__WORK TO COMPLETE__: Leaving out the pictures, retype the lines from the top of the listing through the line with "ctx.move_to(676, 360)" exactly.
──────────────────────────────
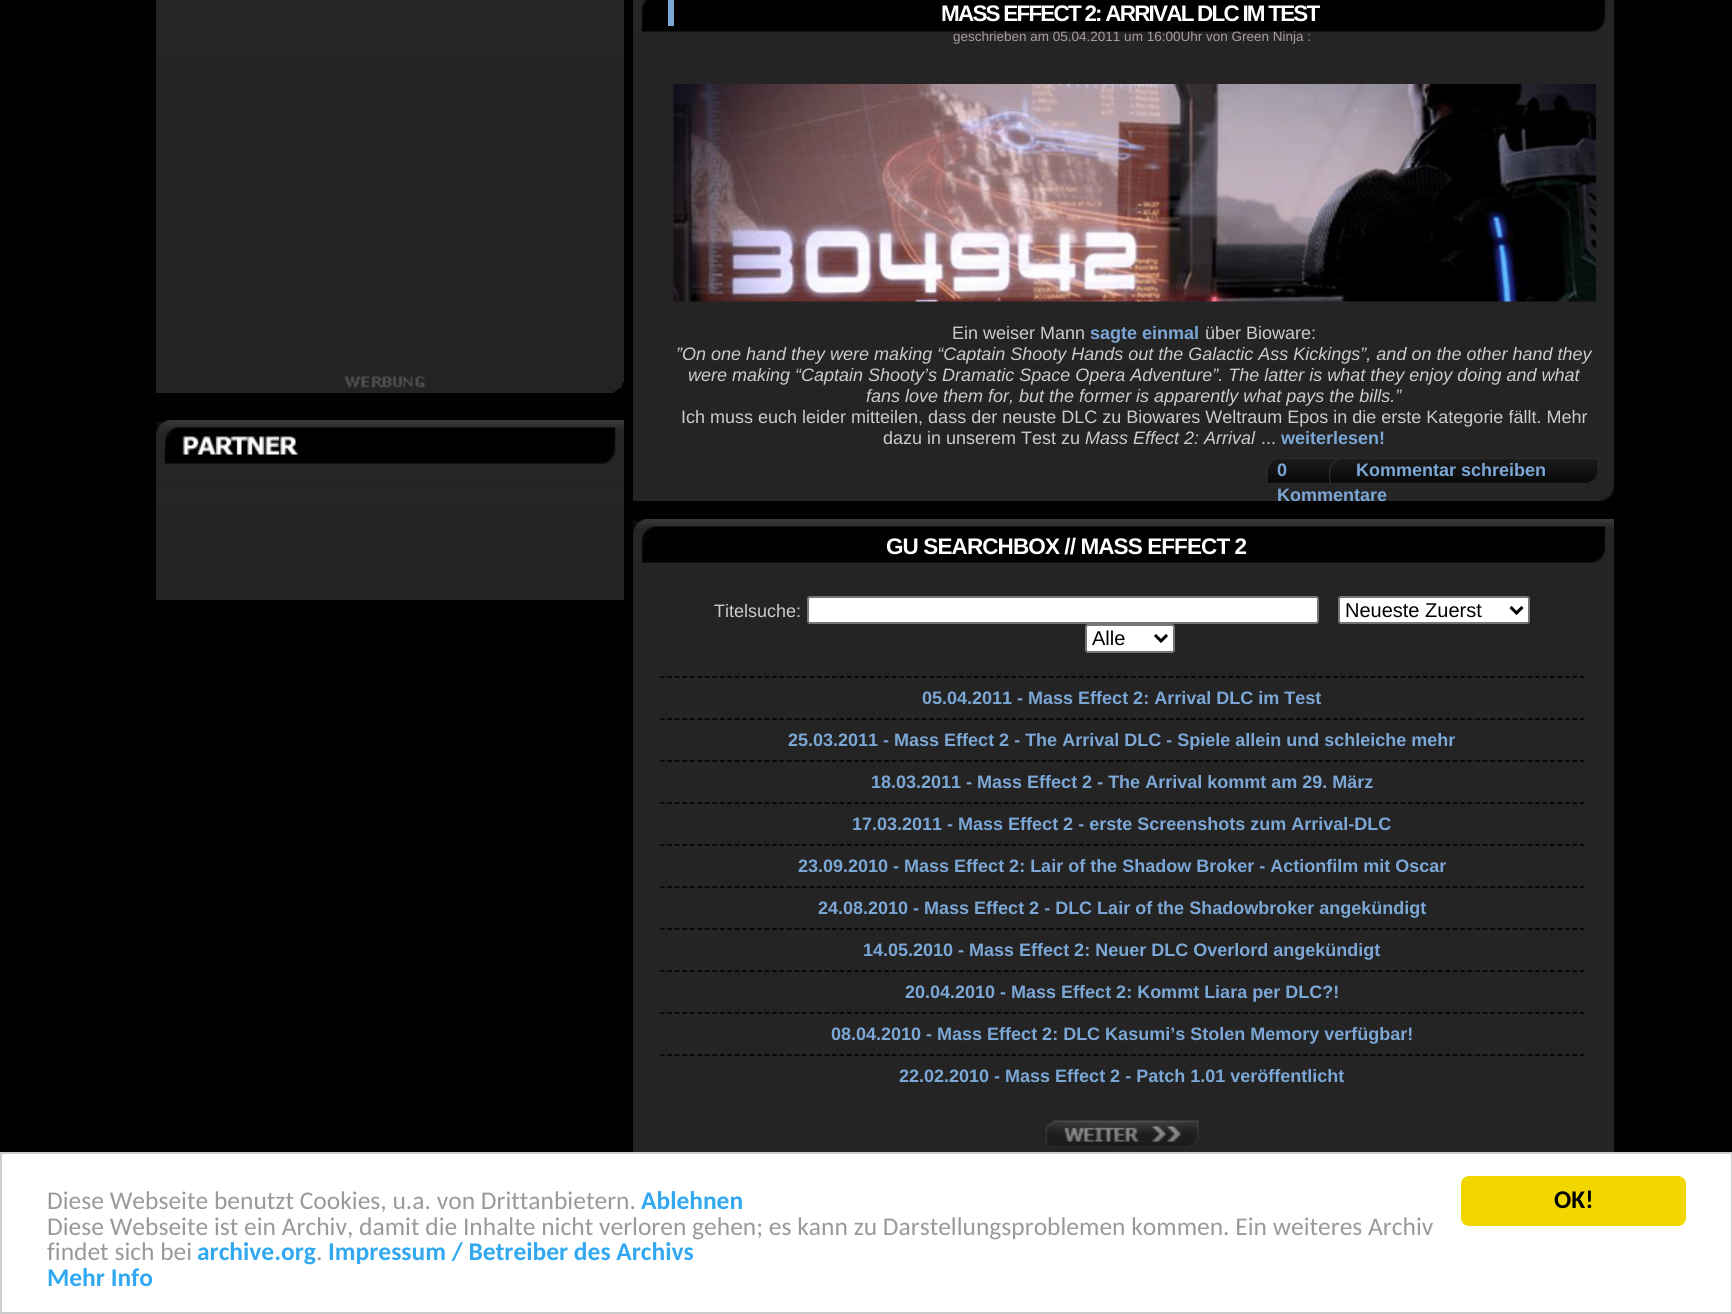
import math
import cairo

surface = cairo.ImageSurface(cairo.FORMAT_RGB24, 1732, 1314)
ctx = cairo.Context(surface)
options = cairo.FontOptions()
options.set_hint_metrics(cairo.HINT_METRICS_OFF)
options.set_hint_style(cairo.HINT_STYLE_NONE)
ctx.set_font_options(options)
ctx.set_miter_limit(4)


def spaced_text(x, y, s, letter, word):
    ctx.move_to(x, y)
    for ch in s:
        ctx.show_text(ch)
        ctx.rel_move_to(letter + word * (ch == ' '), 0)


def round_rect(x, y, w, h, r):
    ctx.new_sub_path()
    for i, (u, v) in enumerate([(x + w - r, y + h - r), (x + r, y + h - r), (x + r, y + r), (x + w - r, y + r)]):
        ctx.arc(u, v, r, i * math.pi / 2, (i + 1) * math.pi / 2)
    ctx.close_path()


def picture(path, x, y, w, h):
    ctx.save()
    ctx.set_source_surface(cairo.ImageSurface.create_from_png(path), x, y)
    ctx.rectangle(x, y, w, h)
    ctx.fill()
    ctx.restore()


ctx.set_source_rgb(0, 0, 0)
ctx.paint()
picture("img1.png", 156, 0, 468, 393)
picture("img2.png", 156, 420, 468, 180)
ctx.set_source_rgb(0.145, 0.141, 0.141)
ctx.rectangle(633, 0, 981, 501)
ctx.fill()
picture("img3.png", 633, 0, 973, 32)
ctx.set_source_rgb(0.482, 0.655, 0.843)
ctx.rectangle(668, 0, 6, 26)
ctx.fill()
ctx.select_font_face("Liberation Sans", cairo.FONT_SLANT_NORMAL, cairo.FONT_WEIGHT_BOLD)
ctx.set_font_size(22.5)
ctx.set_source_rgb(1, 1, 1)
spaced_text(941, 21, "MASS EFFECT 2: ARRIVAL DLC IM TEST", -1.8, 0)
ctx.select_font_face("Liberation Sans")
ctx.set_font_size(13.5)
ctx.set_source_rgb(0.667, 0.612, 0.612)
ctx.move_to(953, 41)
ctx.show_text("geschrieben am 05.04.2011 um 16:00Uhr von Green Ninja :")
picture("img4.png", 673, 84, 923, 218)
ctx.set_font_size(18)
ctx.set_source_rgb(0.8, 0.8, 0.8)
ctx.move_to(952, 339)
ctx.show_text("Ein weiser Mann")
ctx.select_font_face("Liberation Sans", cairo.FONT_SLANT_NORMAL, cairo.FONT_WEIGHT_BOLD)
ctx.set_source_rgb(0.482, 0.655, 0.843)
ctx.move_to(1090, 339)
ctx.show_text("sagte einmal")
ctx.select_font_face("Liberation Sans")
ctx.set_source_rgb(0.8, 0.8, 0.8)
ctx.move_to(1205, 339)
ctx.show_text("über Bioware:")
ctx.select_font_face("Liberation Sans", cairo.FONT_SLANT_ITALIC)
ctx.move_to(676, 360)
ctx.show_text("”On one hand they were making “Captain Shooty Hands out the Galactic Ass Kickings”, and on the other hand they")
ctx.move_to(688, 381)
ctx.show_text("were making “Captain Shooty’s Dramatic Space Opera Adventure”. The latter is what they enjoy doing and what")
ctx.move_to(866, 402)
ctx.show_text("fans love them for, but the former is apparently what pays the bills.”")
ctx.select_font_face("Liberation Sans")
ctx.move_to(681, 423)
ctx.show_text("Ich muss euch leider mitteilen, dass der neuste DLC zu Biowares Weltraum Epos in die erste Kategorie fällt. Mehr")
ctx.move_to(883, 444)
ctx.show_text("dazu in unserem Test zu")
ctx.select_font_face("Liberation Sans", cairo.FONT_SLANT_ITALIC)
ctx.move_to(1085, 444)
ctx.show_text("Mass Effect 2: Arrival")
ctx.select_font_face("Liberation Sans")
ctx.move_to(1261, 444)
ctx.show_text("...")
ctx.select_font_face("Liberation Sans", cairo.FONT_SLANT_NORMAL, cairo.FONT_WEIGHT_BOLD)
ctx.set_source_rgb(0.482, 0.655, 0.843)
ctx.move_to(1281, 444)
ctx.show_text("weiterlesen!")
picture("img5.png", 1266, 458, 73, 26)
ctx.move_to(1277, 476)
ctx.show_text("0")
ctx.move_to(1277, 501)
ctx.show_text("Kommentare")
picture("img6.png", 1329, 458, 270, 26)
ctx.move_to(1356, 476)
ctx.show_text("Kommentar schreiben")
picture("img7.png", 1600, 487, 14, 14)
ctx.set_source_rgb(0.145, 0.141, 0.141)
ctx.rectangle(633, 563, 981, 589)
ctx.fill()
picture("img8.png", 633, 519, 981, 44)
ctx.set_font_size(22.5)
ctx.set_source_rgb(1, 1, 1)
spaced_text(886, 554, "GU SEARCHBOX // MASS EFFECT 2", -0.9, 0)
ctx.select_font_face("Liberation Sans")
ctx.set_font_size(18)
ctx.set_source_rgb(0.8, 0.8, 0.8)
ctx.move_to(714, 617)
ctx.show_text("Titelsuche:")
ctx.set_source_rgb(1, 1, 1)
round_rect(808, 597, 510, 26, 2)
ctx.fill_preserve()
ctx.set_source_rgb(0.463, 0.463, 0.463)
ctx.stroke()
ctx.set_source_rgb(1, 1, 1)
round_rect(1339, 597, 190, 26, 2)
ctx.fill_preserve()
ctx.set_source_rgb(0.463, 0.463, 0.463)
ctx.stroke()
ctx.new_path()
ctx.move_to(1510.5, 607)
ctx.line_to(1516.5, 613)
ctx.line_to(1522.5, 607)
ctx.set_source_rgb(0, 0, 0)
ctx.set_line_width(3)
ctx.stroke()
ctx.set_font_size(20)
ctx.move_to(1345, 617)
ctx.show_text("Neueste Zuerst")
ctx.set_source_rgb(1, 1, 1)
round_rect(1086, 625, 88, 27, 2)
ctx.fill_preserve()
ctx.set_source_rgb(0.463, 0.463, 0.463)
ctx.set_line_width(2)
ctx.stroke()
ctx.new_path()
ctx.move_to(1155, 635)
ctx.line_to(1161, 641)
ctx.line_to(1167, 635)
ctx.set_source_rgb(0, 0, 0)
ctx.set_line_width(3)
ctx.stroke()
ctx.move_to(1092, 645)
ctx.show_text("Alle")
ctx.new_path()
ctx.move_to(660, 677)
ctx.line_to(1585.5, 677)
ctx.set_line_width(1.5)
ctx.set_dash([4.5, 2.98])
ctx.stroke()
ctx.select_font_face("Liberation Sans", cairo.FONT_SLANT_NORMAL, cairo.FONT_WEIGHT_BOLD)
ctx.set_font_size(18)
ctx.set_source_rgb(0.482, 0.655, 0.843)
ctx.move_to(922, 704)
ctx.show_text("05.04.2011 - Mass Effect 2: Arrival DLC im Test")
ctx.new_path()
ctx.move_to(660, 719)
ctx.line_to(1585.5, 719)
ctx.set_source_rgb(0, 0, 0)
ctx.stroke()
ctx.set_source_rgb(0.482, 0.655, 0.843)
ctx.move_to(788, 746)
ctx.show_text("25.03.2011 - Mass Effect 2 - The Arrival DLC - Spiele allein und schleiche mehr")
ctx.new_path()
ctx.move_to(660, 761)
ctx.line_to(1585.5, 761)
ctx.set_source_rgb(0, 0, 0)
ctx.stroke()
ctx.set_source_rgb(0.482, 0.655, 0.843)
ctx.move_to(871, 788)
ctx.show_text("18.03.2011 - Mass Effect 2 - The Arrival kommt am 29. März")
ctx.new_path()
ctx.move_to(660, 803)
ctx.line_to(1585.5, 803)
ctx.set_source_rgb(0, 0, 0)
ctx.stroke()
ctx.set_source_rgb(0.482, 0.655, 0.843)
ctx.move_to(852, 830)
ctx.show_text("17.03.2011 - Mass Effect 2 - erste Screenshots zum Arrival-DLC")
ctx.new_path()
ctx.move_to(660, 845)
ctx.line_to(1585.5, 845)
ctx.set_source_rgb(0, 0, 0)
ctx.stroke()
ctx.set_source_rgb(0.482, 0.655, 0.843)
ctx.move_to(798, 872)
ctx.show_text("23.09.2010 - Mass Effect 2: Lair of the Shadow Broker - Actionfilm mit Oscar")
ctx.new_path()
ctx.move_to(660, 887)
ctx.line_to(1585.5, 887)
ctx.set_source_rgb(0, 0, 0)
ctx.stroke()
ctx.set_source_rgb(0.482, 0.655, 0.843)
ctx.move_to(818, 914)
ctx.show_text("24.08.2010 - Mass Effect 2 - DLC Lair of the Shadowbroker angekündigt")
ctx.new_path()
ctx.move_to(660, 929)
ctx.line_to(1585.5, 929)
ctx.set_source_rgb(0, 0, 0)
ctx.stroke()
ctx.set_source_rgb(0.482, 0.655, 0.843)
ctx.move_to(863, 956)
ctx.show_text("14.05.2010 - Mass Effect 2: Neuer DLC Overlord angekündigt")
ctx.new_path()
ctx.move_to(660, 971)
ctx.line_to(1585.5, 971)
ctx.set_source_rgb(0, 0, 0)
ctx.stroke()
ctx.set_source_rgb(0.482, 0.655, 0.843)
ctx.move_to(905, 998)
ctx.show_text("20.04.2010 - Mass Effect 2: Kommt Liara per DLC?!")
ctx.new_path()
ctx.move_to(660, 1013)
ctx.line_to(1585.5, 1013)
ctx.set_source_rgb(0, 0, 0)
ctx.stroke()
ctx.set_source_rgb(0.482, 0.655, 0.843)
ctx.move_to(831, 1040)
ctx.show_text("08.04.2010 - Mass Effect 2: DLC Kasumi’s Stolen Memory verfügbar!")
ctx.new_path()
ctx.move_to(660, 1055)
ctx.line_to(1585.5, 1055)
ctx.set_source_rgb(0, 0, 0)
ctx.stroke()
ctx.set_source_rgb(0.482, 0.655, 0.843)
ctx.move_to(899, 1082)
ctx.show_text("22.02.2010 - Mass Effect 2 - Patch 1.01 veröffentlicht")
picture("img9.png", 1045, 1120, 154, 27)
ctx.set_source_rgb(1, 1, 1)
ctx.rectangle(1, 1153, 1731, 160)
ctx.fill_preserve()
ctx.set_source_rgb(0.8, 0.8, 0.8)
ctx.set_line_width(2)
ctx.set_dash([])
ctx.stroke()
ctx.select_font_face("Carlito")
ctx.set_font_size(25.5)
ctx.set_source_rgb(0.6, 0.6, 0.6)
ctx.move_to(47, 1209)
ctx.show_text("Diese Webseite benutzt Cookies, u.a. von Drittanbietern.")
ctx.select_font_face("Carlito", cairo.FONT_SLANT_NORMAL, cairo.FONT_WEIGHT_BOLD)
ctx.set_source_rgb(0.192, 0.659, 0.941)
ctx.move_to(641, 1209)
ctx.show_text("Ablehnen")
ctx.select_font_face("Carlito")
ctx.set_source_rgb(0.6, 0.6, 0.6)
ctx.move_to(47, 1235)
ctx.show_text("Diese Webseite ist ein Archiv, damit die Inhalte nicht verloren gehen; es kann zu Darstellungsproblemen kommen. Ein weiteres Archiv")
ctx.move_to(47, 1260)
ctx.show_text("findet sich bei")
ctx.select_font_face("Carlito", cairo.FONT_SLANT_NORMAL, cairo.FONT_WEIGHT_BOLD)
ctx.set_source_rgb(0.192, 0.659, 0.941)
ctx.move_to(197, 1260)
ctx.show_text("archive.org")
ctx.select_font_face("Carlito")
ctx.set_source_rgb(0.6, 0.6, 0.6)
ctx.move_to(316, 1260)
ctx.show_text(".")
ctx.select_font_face("Carlito", cairo.FONT_SLANT_NORMAL, cairo.FONT_WEIGHT_BOLD)
ctx.set_source_rgb(0.192, 0.659, 0.941)
ctx.move_to(328, 1260)
ctx.show_text("Impressum / Betreiber des Archivs")
ctx.move_to(47, 1286)
ctx.show_text("Mehr Info")
ctx.set_source_rgb(0.945, 0.839, 0)
round_rect(1461, 1176, 225, 50, 8)
ctx.fill()
ctx.set_source_rgb(0, 0, 0)
ctx.move_to(1554, 1208)
ctx.show_text("OK!")
surface.write_to_png("page.png")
──────────────────────────────
__RESPONSE__:
import math
import cairo

surface = cairo.ImageSurface(cairo.FORMAT_RGB24, 1732, 1314)
ctx = cairo.Context(surface)
options = cairo.FontOptions()
options.set_hint_metrics(cairo.HINT_METRICS_OFF)
options.set_hint_style(cairo.HINT_STYLE_NONE)
ctx.set_font_options(options)
ctx.set_miter_limit(4)


def spaced_text(x, y, s, letter, word):
    ctx.move_to(x, y)
    for ch in s:
        ctx.show_text(ch)
        ctx.rel_move_to(letter + word * (ch == ' '), 0)


def round_rect(x, y, w, h, r):
    ctx.new_sub_path()
    for i, (u, v) in enumerate([(x + w - r, y + h - r), (x + r, y + h - r), (x + r, y + r), (x + w - r, y + r)]):
        ctx.arc(u, v, r, i * math.pi / 2, (i + 1) * math.pi / 2)
    ctx.close_path()


def picture(path, x, y, w, h):
    ctx.save()
    ctx.set_source_surface(cairo.ImageSurface.create_from_png(path), x, y)
    ctx.rectangle(x, y, w, h)
    ctx.fill()
    ctx.restore()


ctx.set_source_rgb(0, 0, 0)
ctx.paint()
picture("img1.png", 156, 0, 468, 393)
picture("img2.png", 156, 420, 468, 180)
ctx.set_source_rgb(0.145, 0.141, 0.141)
ctx.rectangle(633, 0, 981, 501)
ctx.fill()
picture("img3.png", 633, 0, 973, 32)
ctx.set_source_rgb(0.482, 0.655, 0.843)
ctx.rectangle(668, 0, 6, 26)
ctx.fill()
ctx.select_font_face("Liberation Sans", cairo.FONT_SLANT_NORMAL, cairo.FONT_WEIGHT_BOLD)
ctx.set_font_size(22.5)
ctx.set_source_rgb(1, 1, 1)
spaced_text(941, 21, "MASS EFFECT 2: ARRIVAL DLC IM TEST", -1.8, 0)
ctx.select_font_face("Liberation Sans")
ctx.set_font_size(13.5)
ctx.set_source_rgb(0.667, 0.612, 0.612)
ctx.move_to(953, 41)
ctx.show_text("geschrieben am 05.04.2011 um 16:00Uhr von Green Ninja :")
picture("img4.png", 673, 84, 923, 218)
ctx.set_font_size(18)
ctx.set_source_rgb(0.8, 0.8, 0.8)
ctx.move_to(952, 339)
ctx.show_text("Ein weiser Mann")
ctx.select_font_face("Liberation Sans", cairo.FONT_SLANT_NORMAL, cairo.FONT_WEIGHT_BOLD)
ctx.set_source_rgb(0.482, 0.655, 0.843)
ctx.move_to(1090, 339)
ctx.show_text("sagte einmal")
ctx.select_font_face("Liberation Sans")
ctx.set_source_rgb(0.8, 0.8, 0.8)
ctx.move_to(1205, 339)
ctx.show_text("über Bioware:")
ctx.select_font_face("Liberation Sans", cairo.FONT_SLANT_ITALIC)
ctx.move_to(676, 360)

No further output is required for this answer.